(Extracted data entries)
● ● ● ● ● ● ●

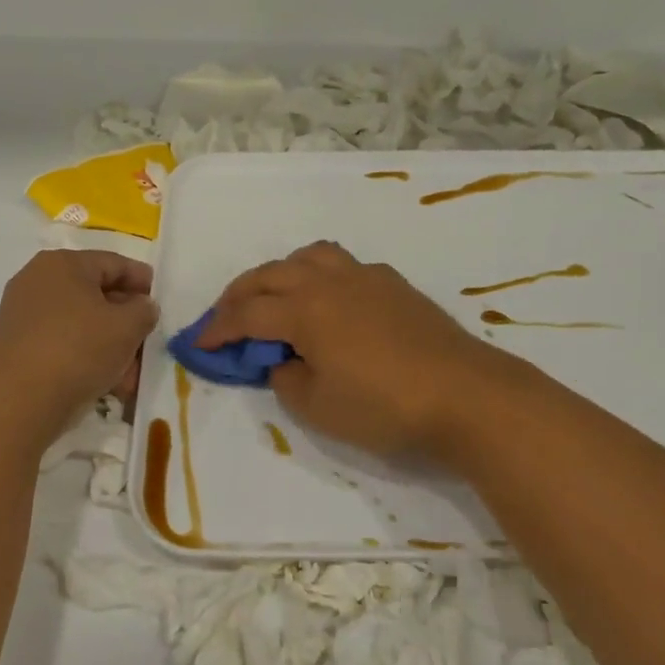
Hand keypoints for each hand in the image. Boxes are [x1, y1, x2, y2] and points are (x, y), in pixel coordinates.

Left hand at [0, 250, 158, 415]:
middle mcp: (38, 282)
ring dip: (109, 346)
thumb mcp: (127, 326)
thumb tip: (141, 307)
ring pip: (80, 324)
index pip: (113, 263)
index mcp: (64, 264)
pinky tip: (106, 385)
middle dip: (126, 321)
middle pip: (96, 295)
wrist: (17, 401)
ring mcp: (23, 316)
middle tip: (146, 342)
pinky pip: (62, 345)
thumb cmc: (78, 349)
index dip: (141, 280)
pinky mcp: (17, 348)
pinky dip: (86, 359)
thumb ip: (144, 310)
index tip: (159, 301)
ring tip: (130, 376)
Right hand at [198, 242, 521, 462]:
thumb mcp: (319, 408)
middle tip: (225, 317)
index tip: (198, 343)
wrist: (466, 395)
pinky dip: (319, 275)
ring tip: (275, 297)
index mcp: (305, 309)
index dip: (218, 328)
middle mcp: (330, 281)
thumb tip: (283, 360)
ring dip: (280, 273)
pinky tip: (328, 302)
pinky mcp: (394, 284)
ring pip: (308, 257)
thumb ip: (286, 379)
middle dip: (240, 294)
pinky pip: (343, 265)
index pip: (248, 314)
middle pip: (271, 274)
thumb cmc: (385, 407)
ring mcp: (366, 277)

● ● ● ● ● ● ●

■ **Assignment**
Could you return exactly the lines above from the line with "index mcp: (64, 264)" to the line with "index tip: (159, 301)", both included, and nothing else?

■ **Final answer**
index mcp: (64, 264)
pinky tip: (106, 385)
middle dip: (126, 321)
middle pip: (96, 295)
wrist: (17, 401)
ring mcp: (23, 316)
middle tip: (146, 342)
pinky pip: (62, 345)
thumb cmc: (78, 349)
index dip: (141, 280)
pinky mcp: (17, 348)
pinky dip: (86, 359)
thumb ip: (144, 310)
index tip: (159, 301)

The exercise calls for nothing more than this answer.